> [TRY IT] Entries must be copied exactly, with nothing left out.

··· THE INPUT

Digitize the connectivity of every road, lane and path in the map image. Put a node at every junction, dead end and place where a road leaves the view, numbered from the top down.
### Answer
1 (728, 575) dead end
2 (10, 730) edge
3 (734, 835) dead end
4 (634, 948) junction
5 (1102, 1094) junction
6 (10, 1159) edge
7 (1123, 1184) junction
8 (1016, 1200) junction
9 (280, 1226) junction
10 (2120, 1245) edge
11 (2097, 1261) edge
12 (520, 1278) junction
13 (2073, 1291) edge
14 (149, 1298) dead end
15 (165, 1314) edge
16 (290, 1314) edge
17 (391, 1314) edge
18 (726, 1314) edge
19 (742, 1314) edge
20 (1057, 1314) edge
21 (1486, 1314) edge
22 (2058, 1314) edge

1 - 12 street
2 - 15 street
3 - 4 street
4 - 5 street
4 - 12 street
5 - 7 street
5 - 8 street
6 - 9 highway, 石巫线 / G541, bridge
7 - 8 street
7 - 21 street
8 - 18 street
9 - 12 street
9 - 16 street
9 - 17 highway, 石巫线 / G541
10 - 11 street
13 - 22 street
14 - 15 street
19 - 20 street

······

> [FINISHED TASK]
Digitize the connectivity of every road, lane and path in the map image. Put a node at every junction, dead end and place where a road leaves the view, numbered from the top down.
### Answer
1 (728, 575) dead end
2 (10, 730) edge
3 (734, 835) dead end
4 (634, 948) junction
5 (1102, 1094) junction
6 (10, 1159) edge
7 (1123, 1184) junction
8 (1016, 1200) junction
9 (280, 1226) junction
10 (2120, 1245) edge
11 (2097, 1261) edge
12 (520, 1278) junction
13 (2073, 1291) edge
14 (149, 1298) dead end
15 (165, 1314) edge
16 (290, 1314) edge
17 (391, 1314) edge
18 (726, 1314) edge
19 (742, 1314) edge
20 (1057, 1314) edge
21 (1486, 1314) edge
22 (2058, 1314) edge

1 - 12 street
2 - 15 street
3 - 4 street
4 - 5 street
4 - 12 street
5 - 7 street
5 - 8 street
6 - 9 highway, 石巫线 / G541, bridge
7 - 8 street
7 - 21 street
8 - 18 street
9 - 12 street
9 - 16 street
9 - 17 highway, 石巫线 / G541
10 - 11 street
13 - 22 street
14 - 15 street
19 - 20 street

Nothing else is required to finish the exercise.